- EXERCISE AIM
In the listing that follows, count each line containing the string "text" and report only the count.
···
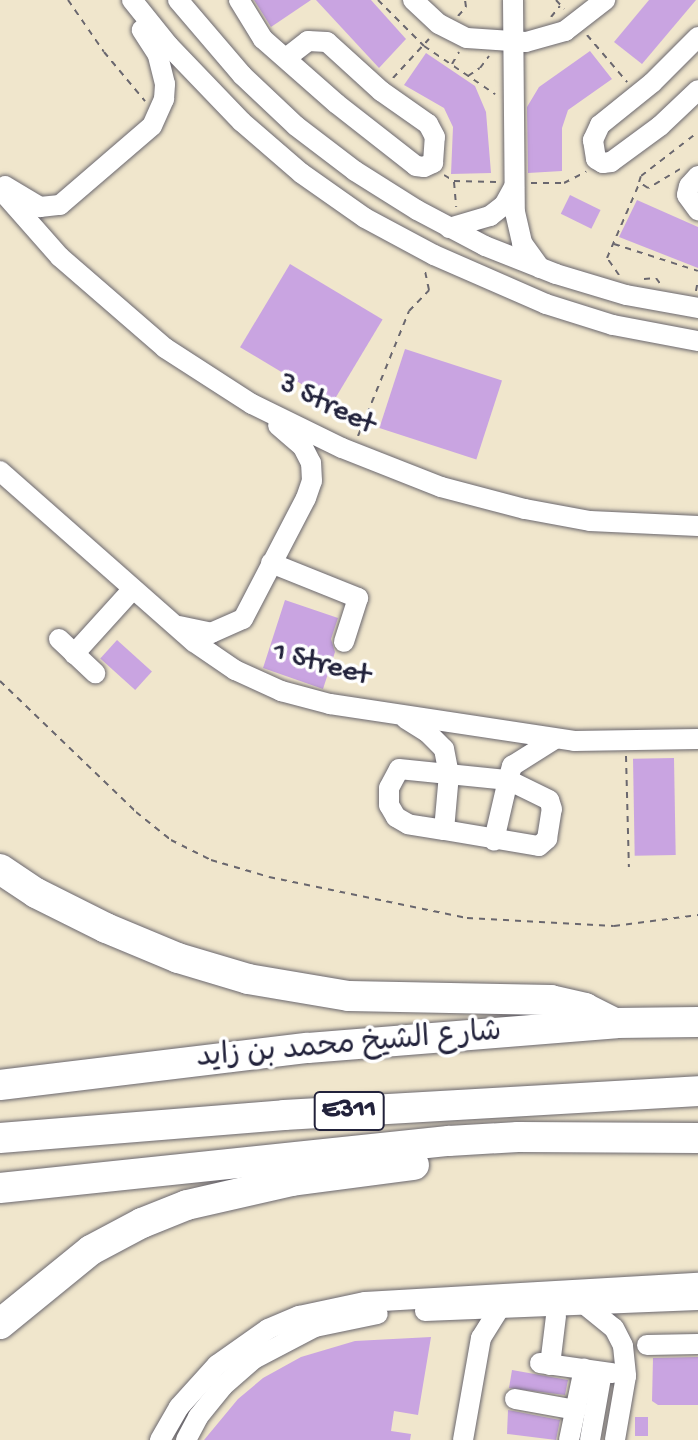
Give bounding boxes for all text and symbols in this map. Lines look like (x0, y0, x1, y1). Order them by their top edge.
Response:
street label: 3 Street (272, 367, 380, 445)
street label: 1 Street (268, 636, 374, 696)
street label: شارع الشيخ محمد بن زايد (195, 1016, 503, 1078)
road number: E311 (313, 1087, 385, 1135)

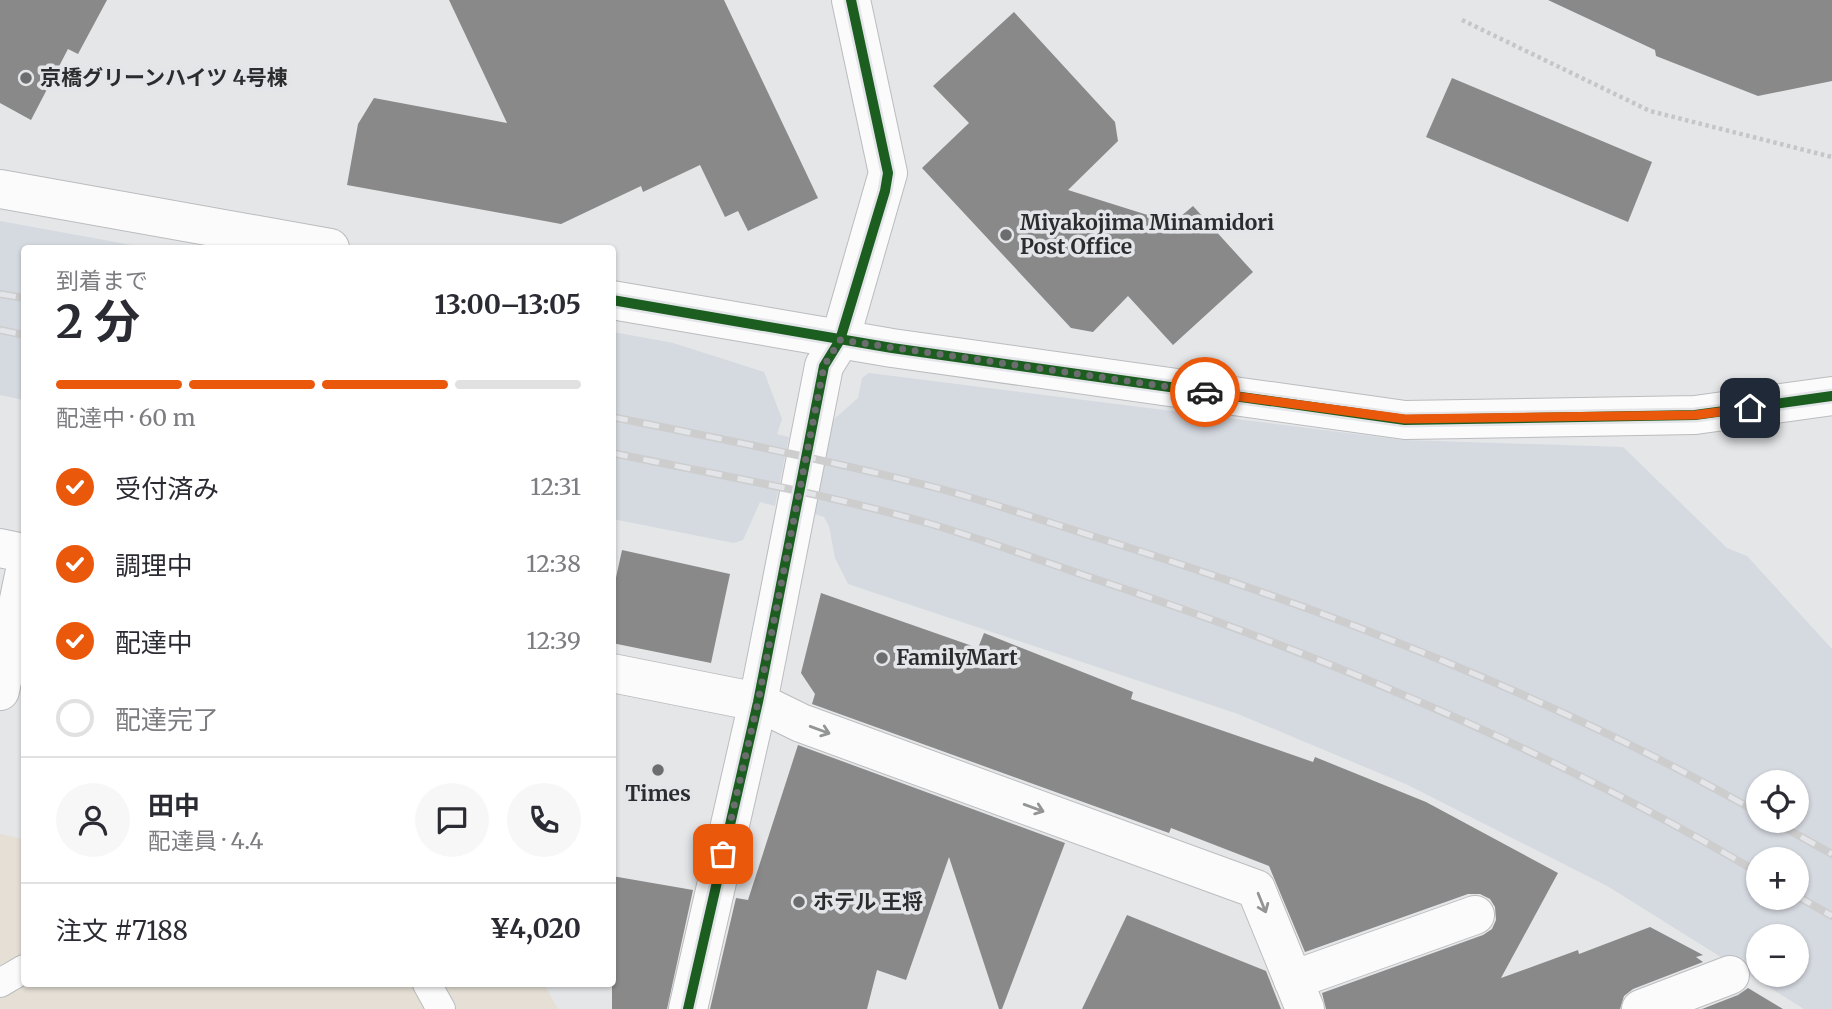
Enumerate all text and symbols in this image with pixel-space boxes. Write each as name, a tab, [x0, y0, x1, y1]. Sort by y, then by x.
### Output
···
- RESULT OF THE TASK
2